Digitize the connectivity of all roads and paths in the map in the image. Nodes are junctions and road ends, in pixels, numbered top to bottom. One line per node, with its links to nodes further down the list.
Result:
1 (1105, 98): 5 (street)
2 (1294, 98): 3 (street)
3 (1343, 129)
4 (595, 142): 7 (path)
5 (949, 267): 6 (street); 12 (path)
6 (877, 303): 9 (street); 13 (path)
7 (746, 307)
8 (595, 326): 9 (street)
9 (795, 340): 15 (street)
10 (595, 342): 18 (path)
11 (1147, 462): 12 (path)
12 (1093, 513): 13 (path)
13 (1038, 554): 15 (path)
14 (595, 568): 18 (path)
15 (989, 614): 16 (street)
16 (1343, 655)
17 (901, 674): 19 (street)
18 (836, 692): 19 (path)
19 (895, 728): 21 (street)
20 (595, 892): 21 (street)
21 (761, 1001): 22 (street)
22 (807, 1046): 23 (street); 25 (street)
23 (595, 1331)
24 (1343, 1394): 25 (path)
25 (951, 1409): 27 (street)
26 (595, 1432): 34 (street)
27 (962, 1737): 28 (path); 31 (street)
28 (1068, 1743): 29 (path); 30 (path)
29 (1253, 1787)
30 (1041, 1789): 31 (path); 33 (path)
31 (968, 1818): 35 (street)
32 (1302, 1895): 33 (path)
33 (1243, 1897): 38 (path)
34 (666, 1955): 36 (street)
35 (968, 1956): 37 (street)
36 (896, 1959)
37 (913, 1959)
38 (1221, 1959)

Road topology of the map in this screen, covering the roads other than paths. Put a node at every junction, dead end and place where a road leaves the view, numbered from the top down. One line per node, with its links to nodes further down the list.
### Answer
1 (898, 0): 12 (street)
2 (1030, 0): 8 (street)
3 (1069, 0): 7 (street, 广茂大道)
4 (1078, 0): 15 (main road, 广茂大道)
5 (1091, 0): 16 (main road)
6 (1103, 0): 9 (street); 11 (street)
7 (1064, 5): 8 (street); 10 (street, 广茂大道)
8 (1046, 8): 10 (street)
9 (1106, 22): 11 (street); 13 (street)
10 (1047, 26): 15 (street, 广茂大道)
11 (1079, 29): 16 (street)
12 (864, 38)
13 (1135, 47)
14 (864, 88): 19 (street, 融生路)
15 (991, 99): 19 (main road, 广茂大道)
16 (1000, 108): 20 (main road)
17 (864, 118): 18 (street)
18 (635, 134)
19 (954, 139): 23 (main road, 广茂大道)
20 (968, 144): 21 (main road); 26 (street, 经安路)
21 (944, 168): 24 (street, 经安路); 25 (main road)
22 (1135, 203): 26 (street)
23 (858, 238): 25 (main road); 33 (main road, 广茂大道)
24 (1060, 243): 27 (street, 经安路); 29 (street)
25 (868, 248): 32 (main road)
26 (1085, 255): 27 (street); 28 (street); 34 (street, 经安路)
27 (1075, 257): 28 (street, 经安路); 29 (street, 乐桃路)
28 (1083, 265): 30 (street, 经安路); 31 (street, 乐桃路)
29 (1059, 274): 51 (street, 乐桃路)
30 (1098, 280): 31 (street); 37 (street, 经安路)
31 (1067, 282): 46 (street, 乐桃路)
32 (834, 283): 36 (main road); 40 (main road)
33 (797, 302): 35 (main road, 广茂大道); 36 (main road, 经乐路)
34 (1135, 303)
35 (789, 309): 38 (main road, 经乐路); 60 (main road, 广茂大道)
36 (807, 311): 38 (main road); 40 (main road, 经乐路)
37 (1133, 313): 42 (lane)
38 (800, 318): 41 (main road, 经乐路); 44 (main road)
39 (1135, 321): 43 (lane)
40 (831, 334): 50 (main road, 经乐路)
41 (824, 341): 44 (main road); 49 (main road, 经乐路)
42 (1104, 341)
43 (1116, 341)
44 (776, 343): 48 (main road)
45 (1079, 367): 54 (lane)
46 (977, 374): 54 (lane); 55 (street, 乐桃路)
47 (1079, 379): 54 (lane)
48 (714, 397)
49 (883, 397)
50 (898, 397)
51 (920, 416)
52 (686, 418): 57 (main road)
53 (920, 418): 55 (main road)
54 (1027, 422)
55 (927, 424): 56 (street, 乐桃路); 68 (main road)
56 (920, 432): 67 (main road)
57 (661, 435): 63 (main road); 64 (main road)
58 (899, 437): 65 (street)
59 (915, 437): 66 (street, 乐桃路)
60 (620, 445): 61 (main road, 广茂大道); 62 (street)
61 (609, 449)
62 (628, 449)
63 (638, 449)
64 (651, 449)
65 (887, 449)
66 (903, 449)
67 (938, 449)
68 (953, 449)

• [What to work on]
Output each line of the material exactly, keeping every word as it appears.

• [Your response]
Digitize the connectivity of all roads and paths in the map in the image. Nodes are junctions and road ends, in pixels, numbered top to bottom. One line per node, with its links to nodes further down the list.
Result:
1 (1105, 98): 5 (street)
2 (1294, 98): 3 (street)
3 (1343, 129)
4 (595, 142): 7 (path)
5 (949, 267): 6 (street); 12 (path)
6 (877, 303): 9 (street); 13 (path)
7 (746, 307)
8 (595, 326): 9 (street)
9 (795, 340): 15 (street)
10 (595, 342): 18 (path)
11 (1147, 462): 12 (path)
12 (1093, 513): 13 (path)
13 (1038, 554): 15 (path)
14 (595, 568): 18 (path)
15 (989, 614): 16 (street)
16 (1343, 655)
17 (901, 674): 19 (street)
18 (836, 692): 19 (path)
19 (895, 728): 21 (street)
20 (595, 892): 21 (street)
21 (761, 1001): 22 (street)
22 (807, 1046): 23 (street); 25 (street)
23 (595, 1331)
24 (1343, 1394): 25 (path)
25 (951, 1409): 27 (street)
26 (595, 1432): 34 (street)
27 (962, 1737): 28 (path); 31 (street)
28 (1068, 1743): 29 (path); 30 (path)
29 (1253, 1787)
30 (1041, 1789): 31 (path); 33 (path)
31 (968, 1818): 35 (street)
32 (1302, 1895): 33 (path)
33 (1243, 1897): 38 (path)
34 (666, 1955): 36 (street)
35 (968, 1956): 37 (street)
36 (896, 1959)
37 (913, 1959)
38 (1221, 1959)

Road topology of the map in this screen, covering the roads other than paths. Put a node at every junction, dead end and place where a road leaves the view, numbered from the top down. One line per node, with its links to nodes further down the list.
### Answer
1 (898, 0): 12 (street)
2 (1030, 0): 8 (street)
3 (1069, 0): 7 (street, 广茂大道)
4 (1078, 0): 15 (main road, 广茂大道)
5 (1091, 0): 16 (main road)
6 (1103, 0): 9 (street); 11 (street)
7 (1064, 5): 8 (street); 10 (street, 广茂大道)
8 (1046, 8): 10 (street)
9 (1106, 22): 11 (street); 13 (street)
10 (1047, 26): 15 (street, 广茂大道)
11 (1079, 29): 16 (street)
12 (864, 38)
13 (1135, 47)
14 (864, 88): 19 (street, 融生路)
15 (991, 99): 19 (main road, 广茂大道)
16 (1000, 108): 20 (main road)
17 (864, 118): 18 (street)
18 (635, 134)
19 (954, 139): 23 (main road, 广茂大道)
20 (968, 144): 21 (main road); 26 (street, 经安路)
21 (944, 168): 24 (street, 经安路); 25 (main road)
22 (1135, 203): 26 (street)
23 (858, 238): 25 (main road); 33 (main road, 广茂大道)
24 (1060, 243): 27 (street, 经安路); 29 (street)
25 (868, 248): 32 (main road)
26 (1085, 255): 27 (street); 28 (street); 34 (street, 经安路)
27 (1075, 257): 28 (street, 经安路); 29 (street, 乐桃路)
28 (1083, 265): 30 (street, 经安路); 31 (street, 乐桃路)
29 (1059, 274): 51 (street, 乐桃路)
30 (1098, 280): 31 (street); 37 (street, 经安路)
31 (1067, 282): 46 (street, 乐桃路)
32 (834, 283): 36 (main road); 40 (main road)
33 (797, 302): 35 (main road, 广茂大道); 36 (main road, 经乐路)
34 (1135, 303)
35 (789, 309): 38 (main road, 经乐路); 60 (main road, 广茂大道)
36 (807, 311): 38 (main road); 40 (main road, 经乐路)
37 (1133, 313): 42 (lane)
38 (800, 318): 41 (main road, 经乐路); 44 (main road)
39 (1135, 321): 43 (lane)
40 (831, 334): 50 (main road, 经乐路)
41 (824, 341): 44 (main road); 49 (main road, 经乐路)
42 (1104, 341)
43 (1116, 341)
44 (776, 343): 48 (main road)
45 (1079, 367): 54 (lane)
46 (977, 374): 54 (lane); 55 (street, 乐桃路)
47 (1079, 379): 54 (lane)
48 (714, 397)
49 (883, 397)
50 (898, 397)
51 (920, 416)
52 (686, 418): 57 (main road)
53 (920, 418): 55 (main road)
54 (1027, 422)
55 (927, 424): 56 (street, 乐桃路); 68 (main road)
56 (920, 432): 67 (main road)
57 (661, 435): 63 (main road); 64 (main road)
58 (899, 437): 65 (street)
59 (915, 437): 66 (street, 乐桃路)
60 (620, 445): 61 (main road, 广茂大道); 62 (street)
61 (609, 449)
62 (628, 449)
63 (638, 449)
64 (651, 449)
65 (887, 449)
66 (903, 449)
67 (938, 449)
68 (953, 449)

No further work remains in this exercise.